## [Work task]
The response must hold only the lines from the line containing "pinky tip: (45, 359)" through the end of the listing, exactly as written.

## [Records shown]
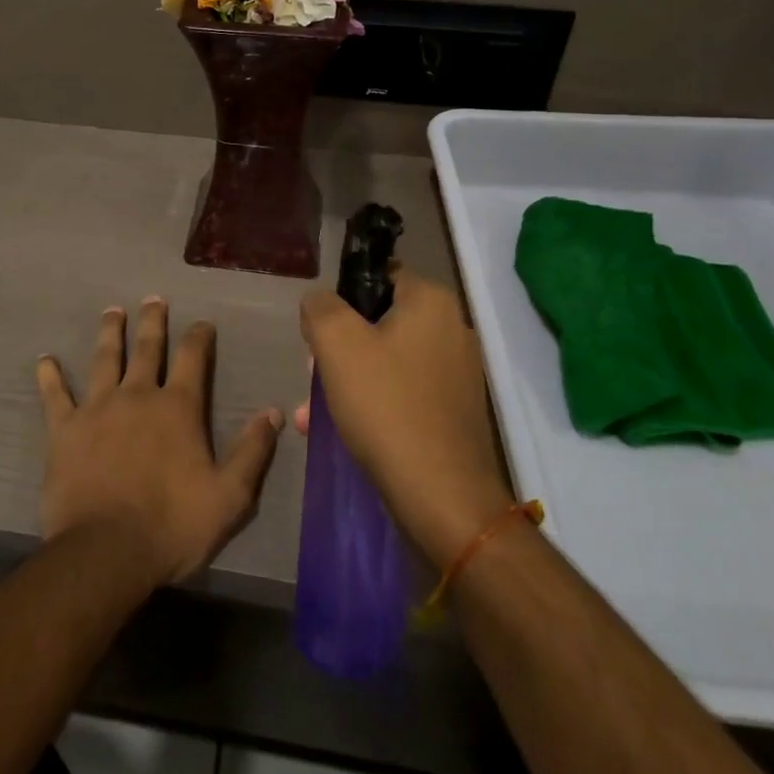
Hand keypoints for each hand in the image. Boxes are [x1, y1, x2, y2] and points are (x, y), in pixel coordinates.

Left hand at [37, 298, 283, 585]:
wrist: (106, 551)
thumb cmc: (172, 525)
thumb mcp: (229, 496)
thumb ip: (252, 451)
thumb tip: (274, 412)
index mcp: (177, 408)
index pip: (193, 358)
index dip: (199, 337)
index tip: (202, 324)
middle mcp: (137, 395)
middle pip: (147, 347)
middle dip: (152, 321)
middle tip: (152, 299)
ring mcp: (97, 408)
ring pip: (104, 359)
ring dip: (110, 333)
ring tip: (112, 312)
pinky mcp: (65, 429)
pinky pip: (55, 395)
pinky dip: (49, 376)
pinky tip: (45, 359)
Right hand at [299, 269, 510, 567]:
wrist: (442, 497)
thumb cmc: (386, 406)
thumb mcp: (336, 343)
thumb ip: (320, 306)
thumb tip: (320, 302)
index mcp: (432, 301)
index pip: (376, 276)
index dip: (340, 300)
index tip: (319, 333)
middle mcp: (453, 329)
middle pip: (379, 320)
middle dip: (340, 346)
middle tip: (315, 374)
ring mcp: (459, 373)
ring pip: (388, 360)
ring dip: (349, 378)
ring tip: (315, 412)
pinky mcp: (455, 411)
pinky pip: (403, 392)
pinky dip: (373, 403)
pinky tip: (344, 429)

## [The completed task]
pinky tip: (45, 359)
Right hand at [299, 269, 510, 567]:
wrist: (442, 497)
thumb cmc: (386, 406)
thumb mcp: (336, 343)
thumb ip: (320, 306)
thumb tip: (320, 302)
index mcp: (432, 301)
index pip: (376, 276)
index dip: (340, 300)
index tip: (319, 333)
middle mcp: (453, 329)
middle pip: (379, 320)
middle dip: (340, 346)
middle tip: (315, 374)
ring mcp: (459, 373)
ring pip: (388, 360)
ring dip: (349, 378)
ring tip: (315, 412)
pinky mcp: (455, 411)
pinky pip: (403, 392)
pinky dip: (373, 403)
pinky tip: (344, 429)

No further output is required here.